MTX inhibits IL-15-induced proliferation at a step after cell cycle entry and mTOR activity. Cryopreserved PBMCs from PWH (blue triangles, n=2-4) or HIV-uninfected controls (gold circles, n=2-6) were labeled with CellTraceViolet (CTV) then stimulated for 4 days (A–E) or 45 minutes (F) with IL-15 (24ng ml^-1) in the presence or absence of MTX (100nM) or rapamycin (rapa; 250ng ml^-1). At the end of the culture, cells were harvested and analyzed by flow cytometry. (A) The proportion of CD4 (left) and CD8 (right) T cells expressing CD25. (B) The proportion of CD4 (left) and CD8 (right) CD25+ cells that diluted CTV dye. (C) The proportion of CD4 (left) and CD8 (right) cells that did not dilute CTV dye (CTV^hi) that expressed Ki67. (D) The mean fluorescence intensity (MFI) of mitochondrial TFAM among CD4 (left) and CD8 (right) CD25+ CTV^hi cells. (E) The MFI of mitochondrial COX IV among CD4 (left) and CD8 (right) CD25+ CTV^hi cells. (F) Normalized MFI of ribosomal S6 protein phosphorylated at S240 among CD4 (left) and CD8 (right) T cells.

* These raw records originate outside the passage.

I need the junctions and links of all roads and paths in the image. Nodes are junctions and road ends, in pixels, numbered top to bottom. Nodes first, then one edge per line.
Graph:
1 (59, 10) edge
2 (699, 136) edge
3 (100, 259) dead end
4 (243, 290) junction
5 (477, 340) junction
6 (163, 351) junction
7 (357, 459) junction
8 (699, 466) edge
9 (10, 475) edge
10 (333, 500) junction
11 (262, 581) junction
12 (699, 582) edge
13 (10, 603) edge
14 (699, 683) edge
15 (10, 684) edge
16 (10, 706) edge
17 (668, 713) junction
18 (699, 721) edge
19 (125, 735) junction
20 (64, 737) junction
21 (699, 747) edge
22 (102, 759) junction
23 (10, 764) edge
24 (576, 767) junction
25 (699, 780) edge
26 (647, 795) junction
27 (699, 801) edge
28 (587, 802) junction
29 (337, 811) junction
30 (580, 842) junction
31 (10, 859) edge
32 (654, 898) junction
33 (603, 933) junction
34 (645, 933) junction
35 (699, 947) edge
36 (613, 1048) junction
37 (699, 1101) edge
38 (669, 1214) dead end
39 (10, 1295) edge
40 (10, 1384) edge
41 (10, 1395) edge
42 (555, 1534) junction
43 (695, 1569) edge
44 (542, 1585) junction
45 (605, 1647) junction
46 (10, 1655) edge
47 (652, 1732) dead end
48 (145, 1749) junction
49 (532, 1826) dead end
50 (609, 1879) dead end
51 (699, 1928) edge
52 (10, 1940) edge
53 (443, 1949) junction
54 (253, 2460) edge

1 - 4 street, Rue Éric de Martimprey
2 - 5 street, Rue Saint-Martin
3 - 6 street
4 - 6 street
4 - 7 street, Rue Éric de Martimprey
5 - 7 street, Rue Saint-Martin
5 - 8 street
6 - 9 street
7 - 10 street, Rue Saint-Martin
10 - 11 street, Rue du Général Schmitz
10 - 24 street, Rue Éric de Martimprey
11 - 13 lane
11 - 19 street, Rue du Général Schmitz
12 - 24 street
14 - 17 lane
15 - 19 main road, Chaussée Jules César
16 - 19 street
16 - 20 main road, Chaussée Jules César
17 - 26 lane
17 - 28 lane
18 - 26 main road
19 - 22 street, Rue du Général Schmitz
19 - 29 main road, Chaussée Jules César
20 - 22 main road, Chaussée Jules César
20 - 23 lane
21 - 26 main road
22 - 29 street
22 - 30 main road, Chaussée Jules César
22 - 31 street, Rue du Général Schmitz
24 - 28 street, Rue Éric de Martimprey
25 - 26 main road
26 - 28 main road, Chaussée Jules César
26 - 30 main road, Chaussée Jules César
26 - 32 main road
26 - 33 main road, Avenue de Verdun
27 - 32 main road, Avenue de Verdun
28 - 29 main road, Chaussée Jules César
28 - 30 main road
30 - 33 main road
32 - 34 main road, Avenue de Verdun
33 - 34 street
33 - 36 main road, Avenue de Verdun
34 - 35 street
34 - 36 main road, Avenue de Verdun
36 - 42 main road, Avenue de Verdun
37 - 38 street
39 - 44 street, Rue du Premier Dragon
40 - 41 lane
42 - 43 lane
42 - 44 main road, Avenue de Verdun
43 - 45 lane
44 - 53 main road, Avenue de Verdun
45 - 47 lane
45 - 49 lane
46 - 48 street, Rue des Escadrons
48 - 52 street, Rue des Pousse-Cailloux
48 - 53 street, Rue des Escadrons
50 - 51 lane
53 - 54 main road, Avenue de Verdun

Statistical significance determined between IL-15+rapa and IL-15+MTX groups; Mann-Whitney test. ns, not significant; *P < 0.05; **P < 0.01.

Figure 4

Folinic acid restores proliferation inhibited by MTX. (A, B) Cryopreserved PBMCs from PWH (blue triangles, n=4) or HIV-uninfected donors (gold circles, n=5) were labeled with CellTraceViolet (CTV) then stimulated for 4 days with anti-CD3/anti-CD28 in the presence or absence of MTX (100nM) and folinic acid (0.05 – 1000μM). At the end of the culture, CD4 (A) and CD8 (B) T cells were analyzed by flow cytometry for CTV dilution. (C, D) Cryopreserved PBMCs from PWH (blue triangles, n=4) or HIV-uninfected donors (gold circles, n=9) were labeled with CellTraceViolet then stimulated for 4 days with anti-CD3/anti-CD28 (TCR) in the presence or absence of MTX (100nM), folinic acid (1mM), adenosine monophosphate (AMP, 1mM), or CD73 inhibitor (0.4mM). At the end of the culture, CD4 (C) and CD8 (D) T cells were analyzed by flow cytometry for CTV dilution. Statistical significance determined among all groups using nonparametric paired Friedman’s test. ns, not significant; *P < 0.05; **P < 0.01; ***P < 0.001; ****P < 0.0001.